= Algerian hip-hop =

Music genre

Algerian hip hop music (الراب الجزائري) as a genre includes the Hip Hop music of both native Algerians and Algerians abroad. Algerians living abroad have contributed much to this genre, especially in France, where they are also considered part of the French hip hop scene. Some of these Algerians have become prominent. Algeria also has a hip hop scene, which, while less well-known internationally, is among the most developed in Africa and the Arab world.

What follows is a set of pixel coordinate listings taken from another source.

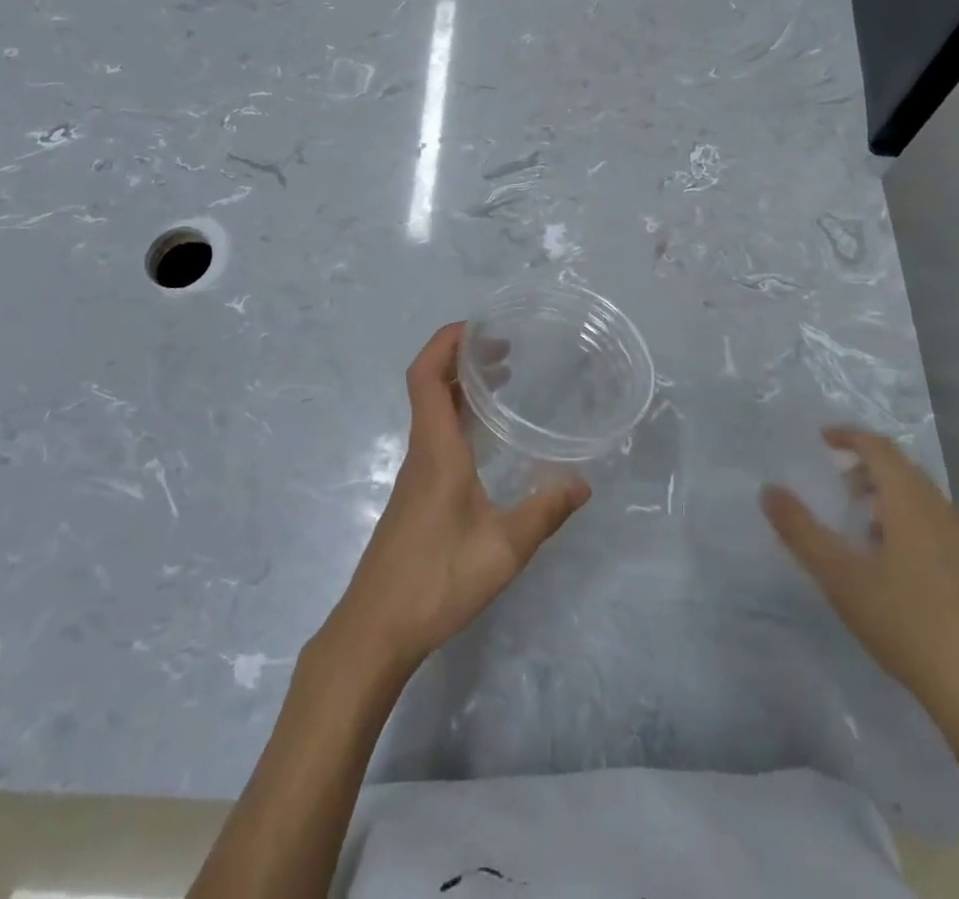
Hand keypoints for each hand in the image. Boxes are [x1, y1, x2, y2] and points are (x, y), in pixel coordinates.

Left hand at [324, 323, 590, 677]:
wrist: (375, 630)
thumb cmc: (436, 581)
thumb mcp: (503, 549)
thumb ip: (544, 512)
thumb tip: (583, 481)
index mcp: (436, 449)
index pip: (426, 375)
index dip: (446, 341)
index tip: (481, 327)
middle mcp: (422, 451)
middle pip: (429, 384)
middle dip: (461, 356)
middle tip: (505, 350)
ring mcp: (415, 474)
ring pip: (432, 410)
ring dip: (461, 386)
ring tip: (502, 381)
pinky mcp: (416, 495)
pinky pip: (436, 435)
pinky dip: (459, 417)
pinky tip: (487, 438)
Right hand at [762, 429, 958, 730]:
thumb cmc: (908, 623)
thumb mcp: (840, 576)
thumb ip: (800, 530)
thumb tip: (768, 489)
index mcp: (911, 502)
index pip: (878, 448)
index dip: (849, 436)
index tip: (821, 440)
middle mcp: (943, 513)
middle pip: (903, 471)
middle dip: (866, 469)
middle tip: (836, 487)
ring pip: (922, 503)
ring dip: (887, 500)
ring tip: (859, 529)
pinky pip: (936, 531)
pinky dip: (907, 528)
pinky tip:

Algerian rap is said to have begun in the 80s. Takfarinas and Farid Ghaya Dual created the song Afen Imime in 1983. Cheb Hamidou wrote the song Jawla Fi Lil in 1985. However, many consider the first group of rappers in Algeria to be Intik, who was founded in 1988, followed by Hamma Boys. By 1990, Hip Hop was well known among the youth and in October that year thousands of schoolchildren and young adults rose up to fight against rising food prices and neglect of the education system.

Youcef of the group Intik began writing "about the system, the government, because the more that you asked questions, the more you discovered... And as soon as you begin to reflect, you begin to have answers." Algerian rap speaks about the reality of day-to-day life torn by "political injustice, terror, and war", its goal being to give hope to the younger generation.

The Algerian crew MBS, founded in the late 1980s, is considered the most popular Algerian hip hop group. Another group is Intik, which mixes different type of music and languages.